Adrian and I went for a bit of a paddle that arvo... i caught a LOT of weed and lost a lure to a snag way down deep dammit! He got himself a nice yellowbelly (out of comp time bugger it!)



























At the BBQ that night it was a lot more quieter lol altho maybe a few more people, we kicked back afterwards and had a pretty quiet night.

The next morning the fog was amazing! :shock: again, Dodge and i sat back and watched everyone disappear into it, some returned for a while until it lifted....

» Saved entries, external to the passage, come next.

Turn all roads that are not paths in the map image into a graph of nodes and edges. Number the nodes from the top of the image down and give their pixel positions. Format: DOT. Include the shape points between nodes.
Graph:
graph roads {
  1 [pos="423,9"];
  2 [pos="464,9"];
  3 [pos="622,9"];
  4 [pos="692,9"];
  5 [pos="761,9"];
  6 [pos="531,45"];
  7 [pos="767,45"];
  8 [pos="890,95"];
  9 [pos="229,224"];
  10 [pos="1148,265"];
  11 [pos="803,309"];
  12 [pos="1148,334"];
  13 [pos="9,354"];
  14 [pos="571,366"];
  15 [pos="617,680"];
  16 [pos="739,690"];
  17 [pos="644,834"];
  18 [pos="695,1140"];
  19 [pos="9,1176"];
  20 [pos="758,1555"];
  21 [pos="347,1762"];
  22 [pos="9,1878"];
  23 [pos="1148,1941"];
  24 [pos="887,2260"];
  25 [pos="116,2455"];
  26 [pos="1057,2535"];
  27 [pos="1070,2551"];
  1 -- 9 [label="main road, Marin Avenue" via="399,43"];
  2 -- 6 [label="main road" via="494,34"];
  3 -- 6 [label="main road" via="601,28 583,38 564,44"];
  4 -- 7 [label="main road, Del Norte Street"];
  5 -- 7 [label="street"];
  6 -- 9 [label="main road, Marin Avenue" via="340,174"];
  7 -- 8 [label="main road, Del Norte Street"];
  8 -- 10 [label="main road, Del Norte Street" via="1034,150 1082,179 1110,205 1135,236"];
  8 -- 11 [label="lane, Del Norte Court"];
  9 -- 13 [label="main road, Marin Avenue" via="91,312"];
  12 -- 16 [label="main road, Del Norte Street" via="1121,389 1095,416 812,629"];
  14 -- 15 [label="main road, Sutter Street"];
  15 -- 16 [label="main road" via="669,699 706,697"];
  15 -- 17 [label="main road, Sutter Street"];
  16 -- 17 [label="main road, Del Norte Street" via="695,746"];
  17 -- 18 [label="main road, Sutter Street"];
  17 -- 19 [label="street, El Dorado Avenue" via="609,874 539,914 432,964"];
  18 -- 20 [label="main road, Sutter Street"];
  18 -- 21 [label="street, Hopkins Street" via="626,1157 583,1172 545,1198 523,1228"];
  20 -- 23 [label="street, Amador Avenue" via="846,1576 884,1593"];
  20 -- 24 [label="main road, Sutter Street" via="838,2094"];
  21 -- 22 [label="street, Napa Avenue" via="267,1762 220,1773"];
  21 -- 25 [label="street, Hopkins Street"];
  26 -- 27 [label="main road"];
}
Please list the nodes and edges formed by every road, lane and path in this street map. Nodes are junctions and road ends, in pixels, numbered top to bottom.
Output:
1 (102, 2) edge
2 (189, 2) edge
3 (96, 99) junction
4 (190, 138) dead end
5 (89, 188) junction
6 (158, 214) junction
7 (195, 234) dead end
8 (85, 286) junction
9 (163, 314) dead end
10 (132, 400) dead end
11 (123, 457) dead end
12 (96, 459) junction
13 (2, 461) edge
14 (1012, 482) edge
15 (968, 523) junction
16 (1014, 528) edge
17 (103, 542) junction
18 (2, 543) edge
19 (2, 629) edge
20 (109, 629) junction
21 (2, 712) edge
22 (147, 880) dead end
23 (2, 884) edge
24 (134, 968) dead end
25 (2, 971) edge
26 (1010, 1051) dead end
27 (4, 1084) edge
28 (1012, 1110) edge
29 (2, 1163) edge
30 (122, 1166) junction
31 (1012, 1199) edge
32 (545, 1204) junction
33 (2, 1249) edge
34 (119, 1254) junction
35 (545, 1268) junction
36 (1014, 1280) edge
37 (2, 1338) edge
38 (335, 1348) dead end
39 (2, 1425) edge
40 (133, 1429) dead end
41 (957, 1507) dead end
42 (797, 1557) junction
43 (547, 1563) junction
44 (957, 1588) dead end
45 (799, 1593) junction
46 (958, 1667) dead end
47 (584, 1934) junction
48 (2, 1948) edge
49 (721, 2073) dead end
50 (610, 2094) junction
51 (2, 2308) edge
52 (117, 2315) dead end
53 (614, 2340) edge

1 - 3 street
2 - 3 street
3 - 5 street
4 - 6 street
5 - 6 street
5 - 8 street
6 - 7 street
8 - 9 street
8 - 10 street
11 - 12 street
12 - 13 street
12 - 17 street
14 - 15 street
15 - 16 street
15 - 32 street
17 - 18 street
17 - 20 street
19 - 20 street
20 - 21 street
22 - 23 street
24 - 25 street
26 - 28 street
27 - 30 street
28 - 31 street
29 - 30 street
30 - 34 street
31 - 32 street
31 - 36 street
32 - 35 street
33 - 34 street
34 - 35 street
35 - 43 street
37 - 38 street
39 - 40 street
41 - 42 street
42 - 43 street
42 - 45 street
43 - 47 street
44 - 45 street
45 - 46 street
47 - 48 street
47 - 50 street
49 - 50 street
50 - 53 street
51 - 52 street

Al (Biggles) heading into the mist









we also discovered we had a couple of visitors, a mum koala and her baby in the tree right next to our campsite! Later on in the day the baby ventured down to ground and charmed us all then changed trees a few times, mum watched from the tree - probly happy to be alone for a while!









The fog had disappeard so Dodge and I rigged up and got ourselves into gear. There were so many kayaks out there, I couldn't tell one from another lol  He got himself a cute little cattie, I had never seen one before so that was a first, I ended up getting diddly squat lol but it was great to get out on the water, so relaxing!









In the arvo they had the presentation which was bloody hot in the sun but all the winners were very deserving.

Wongus accepting his prize









Dougout









Dodge









Leigh









Sel









We all relaxed with beers and cold drinks afterwards at the beer tent, there was talk of going out on the yaks later but that never eventuated for us hehe :lol: We chatted into the night and Im sure we'll all never forget Gregs (Blackant) story about his mums cat named Tom (poor Tom) lol i was still chuckling on the way home 

An early night was had by all, there weren't many campers left, most had left after the presentation. We all got up pretty early and started packing up, then we joined Toni and Dodge at the pie shop for brekkie/lunch and made our way home.

A few more piccies...
Toni (Estuary Girl) getting ready to hit the water









The camp from the water...









Looking out at the lake









On the sunday night Toni and I inspected bin number 7 where the ranger said a family of sugar gliders were hanging out at.... sooooo cute!!!!









Again, we had an awesome weekend! Thanks everyone who made us feel so welcome a different State lol Dodge, you're a true legend, thanks for everything! Toni thankyou so much for sharing yr site with us.... can't wait to see you again!!!


----------



## bazzoo (Oct 17, 2006)

Guys and girls great reports and evenm better photos , what a lovely spot and even a resident Koala to welcome you, looks like Leigh has been bitten by the ski bug by the look of that wake behind the ski he certainly wasnt taking any prisoners, great work guys , lovely


----------



## Dodge (Oct 12, 2005)

crazyratwoman said:


> Well, the tripmeter in the trusty old Paj shows we travelled about 1200kms from friday.............
> 
> l never forget Gregs (Blackant) story about his mums cat named Tom (poor Tom) lol i was still chuckling on the way home ...........
> 
> Thanks everyone who made us feel so welcome a different State lol Dodge, you're a true legend, thanks for everything! Toni thankyou so much for sharing yr site with us.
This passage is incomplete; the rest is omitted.